Abstract
Abstract
This thesis addresses the lack of a standardized benchmark for evaluating Vision Language Models (VLMs) on the Turkish high school curriculum. We introduce a novel, manually curated benchmark dataset for the Yükseköğretim Kurumları Sınavı (YKS), which comprises 1854 samples spanning 309 topics. The dataset is designed to comprehensively test VLMs' ability to reason over complex, high-school-level exam questions. We first establish a baseline by benchmarking the performance of both open-source and proprietary VLMs on this new dataset. To further advance model capabilities in this domain, we curated three large-scale training datasets—D, M, and L—totaling 161.4 million tokens, which were augmented with solutions generated by advanced models like Gemini 2.0, Gemini 2.5 and through video-assisted prompting for complex problems.
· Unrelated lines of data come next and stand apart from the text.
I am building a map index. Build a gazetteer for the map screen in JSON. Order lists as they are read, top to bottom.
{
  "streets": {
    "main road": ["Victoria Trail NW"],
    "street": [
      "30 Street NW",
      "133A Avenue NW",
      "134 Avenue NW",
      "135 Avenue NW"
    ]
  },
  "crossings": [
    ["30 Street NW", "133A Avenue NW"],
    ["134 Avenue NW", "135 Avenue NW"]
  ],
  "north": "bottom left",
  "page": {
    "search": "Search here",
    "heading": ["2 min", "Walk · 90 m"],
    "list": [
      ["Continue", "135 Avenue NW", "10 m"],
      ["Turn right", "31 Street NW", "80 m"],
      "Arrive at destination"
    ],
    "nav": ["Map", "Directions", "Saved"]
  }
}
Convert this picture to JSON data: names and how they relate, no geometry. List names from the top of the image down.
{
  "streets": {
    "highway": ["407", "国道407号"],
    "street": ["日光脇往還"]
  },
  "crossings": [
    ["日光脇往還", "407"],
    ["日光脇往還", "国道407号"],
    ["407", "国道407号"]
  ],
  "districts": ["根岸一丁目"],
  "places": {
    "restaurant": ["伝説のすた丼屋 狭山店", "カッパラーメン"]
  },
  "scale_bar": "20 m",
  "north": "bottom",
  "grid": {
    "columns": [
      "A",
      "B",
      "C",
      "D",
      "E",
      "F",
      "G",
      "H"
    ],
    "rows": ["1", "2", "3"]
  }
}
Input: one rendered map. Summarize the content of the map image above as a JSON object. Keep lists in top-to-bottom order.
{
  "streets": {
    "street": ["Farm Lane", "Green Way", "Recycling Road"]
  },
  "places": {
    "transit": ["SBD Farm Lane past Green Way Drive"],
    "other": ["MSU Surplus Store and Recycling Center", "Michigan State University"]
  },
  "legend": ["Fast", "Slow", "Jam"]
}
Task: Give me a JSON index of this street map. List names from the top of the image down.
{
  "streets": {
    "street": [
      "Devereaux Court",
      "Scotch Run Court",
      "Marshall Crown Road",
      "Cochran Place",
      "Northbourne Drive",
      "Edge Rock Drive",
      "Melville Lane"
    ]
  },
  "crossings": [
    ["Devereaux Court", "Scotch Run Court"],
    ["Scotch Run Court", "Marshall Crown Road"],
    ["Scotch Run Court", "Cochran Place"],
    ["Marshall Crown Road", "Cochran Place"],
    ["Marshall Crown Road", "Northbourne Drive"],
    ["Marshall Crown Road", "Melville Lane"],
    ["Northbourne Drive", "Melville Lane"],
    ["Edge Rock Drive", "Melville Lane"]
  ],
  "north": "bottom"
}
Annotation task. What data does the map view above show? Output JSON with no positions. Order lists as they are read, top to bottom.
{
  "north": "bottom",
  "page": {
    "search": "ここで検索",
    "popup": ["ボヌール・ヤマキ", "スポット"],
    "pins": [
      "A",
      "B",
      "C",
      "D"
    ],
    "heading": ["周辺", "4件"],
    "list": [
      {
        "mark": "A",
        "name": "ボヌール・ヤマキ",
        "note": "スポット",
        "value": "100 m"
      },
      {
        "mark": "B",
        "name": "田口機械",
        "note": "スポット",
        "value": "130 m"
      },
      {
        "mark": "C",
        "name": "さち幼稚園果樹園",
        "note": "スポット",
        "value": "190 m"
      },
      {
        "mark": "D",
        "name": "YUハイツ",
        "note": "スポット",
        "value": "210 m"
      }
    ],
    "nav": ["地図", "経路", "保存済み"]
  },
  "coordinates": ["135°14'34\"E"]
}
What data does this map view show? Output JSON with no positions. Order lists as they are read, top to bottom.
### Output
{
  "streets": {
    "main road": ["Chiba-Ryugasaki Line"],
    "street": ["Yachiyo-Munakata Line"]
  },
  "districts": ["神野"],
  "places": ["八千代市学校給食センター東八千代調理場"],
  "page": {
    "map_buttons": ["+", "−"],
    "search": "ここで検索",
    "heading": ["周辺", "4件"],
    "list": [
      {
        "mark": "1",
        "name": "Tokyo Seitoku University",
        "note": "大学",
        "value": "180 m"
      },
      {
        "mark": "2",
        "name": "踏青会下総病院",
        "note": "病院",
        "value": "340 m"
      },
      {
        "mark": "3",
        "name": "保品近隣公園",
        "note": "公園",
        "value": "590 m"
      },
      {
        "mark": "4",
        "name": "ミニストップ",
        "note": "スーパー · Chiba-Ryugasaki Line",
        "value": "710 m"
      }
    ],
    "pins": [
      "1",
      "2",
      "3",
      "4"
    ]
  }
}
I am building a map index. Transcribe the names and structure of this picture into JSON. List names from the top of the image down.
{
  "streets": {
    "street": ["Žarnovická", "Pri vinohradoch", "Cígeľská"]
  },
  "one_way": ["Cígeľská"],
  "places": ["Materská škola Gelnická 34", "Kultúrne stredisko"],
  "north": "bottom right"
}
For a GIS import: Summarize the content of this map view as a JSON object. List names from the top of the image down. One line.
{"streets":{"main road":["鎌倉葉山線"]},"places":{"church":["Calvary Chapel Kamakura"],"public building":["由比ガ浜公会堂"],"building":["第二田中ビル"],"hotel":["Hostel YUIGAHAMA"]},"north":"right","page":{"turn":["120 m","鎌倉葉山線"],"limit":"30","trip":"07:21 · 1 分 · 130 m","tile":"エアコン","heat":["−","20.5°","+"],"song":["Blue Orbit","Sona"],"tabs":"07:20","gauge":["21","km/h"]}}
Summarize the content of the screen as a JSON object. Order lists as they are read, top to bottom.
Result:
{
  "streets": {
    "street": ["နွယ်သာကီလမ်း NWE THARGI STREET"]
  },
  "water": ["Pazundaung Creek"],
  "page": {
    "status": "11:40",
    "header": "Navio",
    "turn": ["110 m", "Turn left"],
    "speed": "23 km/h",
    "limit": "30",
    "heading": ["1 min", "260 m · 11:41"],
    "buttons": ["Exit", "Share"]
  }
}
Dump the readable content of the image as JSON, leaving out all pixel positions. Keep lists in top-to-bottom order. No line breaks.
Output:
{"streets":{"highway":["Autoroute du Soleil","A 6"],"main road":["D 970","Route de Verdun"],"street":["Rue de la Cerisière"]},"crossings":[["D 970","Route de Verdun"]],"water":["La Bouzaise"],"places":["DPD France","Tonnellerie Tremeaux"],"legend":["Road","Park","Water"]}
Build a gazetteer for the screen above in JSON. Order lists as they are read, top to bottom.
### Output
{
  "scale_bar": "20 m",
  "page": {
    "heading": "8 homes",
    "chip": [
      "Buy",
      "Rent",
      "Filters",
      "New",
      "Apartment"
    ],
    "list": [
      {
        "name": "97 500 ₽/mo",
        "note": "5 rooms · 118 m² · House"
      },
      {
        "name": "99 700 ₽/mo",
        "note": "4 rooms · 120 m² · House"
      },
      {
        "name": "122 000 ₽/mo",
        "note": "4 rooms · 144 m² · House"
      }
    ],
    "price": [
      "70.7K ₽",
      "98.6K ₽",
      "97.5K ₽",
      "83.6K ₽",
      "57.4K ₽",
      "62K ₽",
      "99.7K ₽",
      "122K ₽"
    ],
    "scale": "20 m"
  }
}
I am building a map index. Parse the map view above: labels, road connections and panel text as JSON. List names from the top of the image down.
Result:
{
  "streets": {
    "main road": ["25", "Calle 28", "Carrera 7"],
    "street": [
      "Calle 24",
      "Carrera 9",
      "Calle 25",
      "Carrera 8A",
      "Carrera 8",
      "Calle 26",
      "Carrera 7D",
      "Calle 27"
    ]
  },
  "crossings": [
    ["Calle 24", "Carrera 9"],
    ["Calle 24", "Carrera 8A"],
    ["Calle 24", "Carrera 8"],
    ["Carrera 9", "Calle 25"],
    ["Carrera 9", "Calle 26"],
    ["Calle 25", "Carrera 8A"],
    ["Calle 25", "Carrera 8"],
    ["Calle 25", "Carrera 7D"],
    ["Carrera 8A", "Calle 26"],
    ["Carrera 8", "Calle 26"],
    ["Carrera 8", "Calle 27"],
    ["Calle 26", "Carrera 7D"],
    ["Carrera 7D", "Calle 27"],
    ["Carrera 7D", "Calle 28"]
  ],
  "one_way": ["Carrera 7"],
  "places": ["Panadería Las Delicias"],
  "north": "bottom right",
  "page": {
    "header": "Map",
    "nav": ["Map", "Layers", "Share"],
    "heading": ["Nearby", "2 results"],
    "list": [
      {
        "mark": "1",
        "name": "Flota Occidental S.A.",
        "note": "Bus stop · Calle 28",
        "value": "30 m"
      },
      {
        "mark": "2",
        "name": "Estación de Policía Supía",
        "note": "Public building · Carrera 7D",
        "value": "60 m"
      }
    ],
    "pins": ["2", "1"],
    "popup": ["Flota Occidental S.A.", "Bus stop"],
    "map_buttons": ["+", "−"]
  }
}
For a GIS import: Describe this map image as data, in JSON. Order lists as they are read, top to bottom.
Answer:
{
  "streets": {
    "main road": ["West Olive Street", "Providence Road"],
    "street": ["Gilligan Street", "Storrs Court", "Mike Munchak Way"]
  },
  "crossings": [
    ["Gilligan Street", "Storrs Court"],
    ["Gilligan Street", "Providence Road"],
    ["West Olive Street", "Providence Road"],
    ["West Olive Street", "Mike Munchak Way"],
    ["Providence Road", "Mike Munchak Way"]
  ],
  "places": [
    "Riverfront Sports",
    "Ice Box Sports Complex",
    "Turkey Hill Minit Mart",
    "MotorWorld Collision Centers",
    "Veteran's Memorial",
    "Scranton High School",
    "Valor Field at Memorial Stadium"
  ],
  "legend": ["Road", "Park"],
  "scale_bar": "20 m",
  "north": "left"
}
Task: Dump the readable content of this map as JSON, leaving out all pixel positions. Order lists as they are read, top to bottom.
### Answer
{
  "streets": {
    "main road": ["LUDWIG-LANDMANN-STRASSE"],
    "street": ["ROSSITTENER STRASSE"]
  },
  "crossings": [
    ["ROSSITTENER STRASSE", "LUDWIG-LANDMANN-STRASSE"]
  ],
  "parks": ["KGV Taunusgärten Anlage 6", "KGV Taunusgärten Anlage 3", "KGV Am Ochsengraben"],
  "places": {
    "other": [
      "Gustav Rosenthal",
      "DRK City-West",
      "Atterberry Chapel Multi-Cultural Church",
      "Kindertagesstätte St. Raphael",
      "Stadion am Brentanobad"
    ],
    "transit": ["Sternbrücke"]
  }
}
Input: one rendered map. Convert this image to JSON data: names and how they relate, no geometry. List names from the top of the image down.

Using this combined dataset, we fine-tuned the open-source Qwen-2.5VL-32B model, achieving a significant performance improvement of 25.8\%, raising its accuracy from 62.46\% to 78.59\% on the YKS benchmark. This fine-tuned model's performance is on par with the state-of-the-art proprietary model, Gemini-2.0, which achieved 79.61\% on the same test set. This work provides both a valuable benchmark for future research and a demonstration of how fine-tuning with high-quality, domain-specific data can close the performance gap between open-source and commercial models on challenging academic tasks.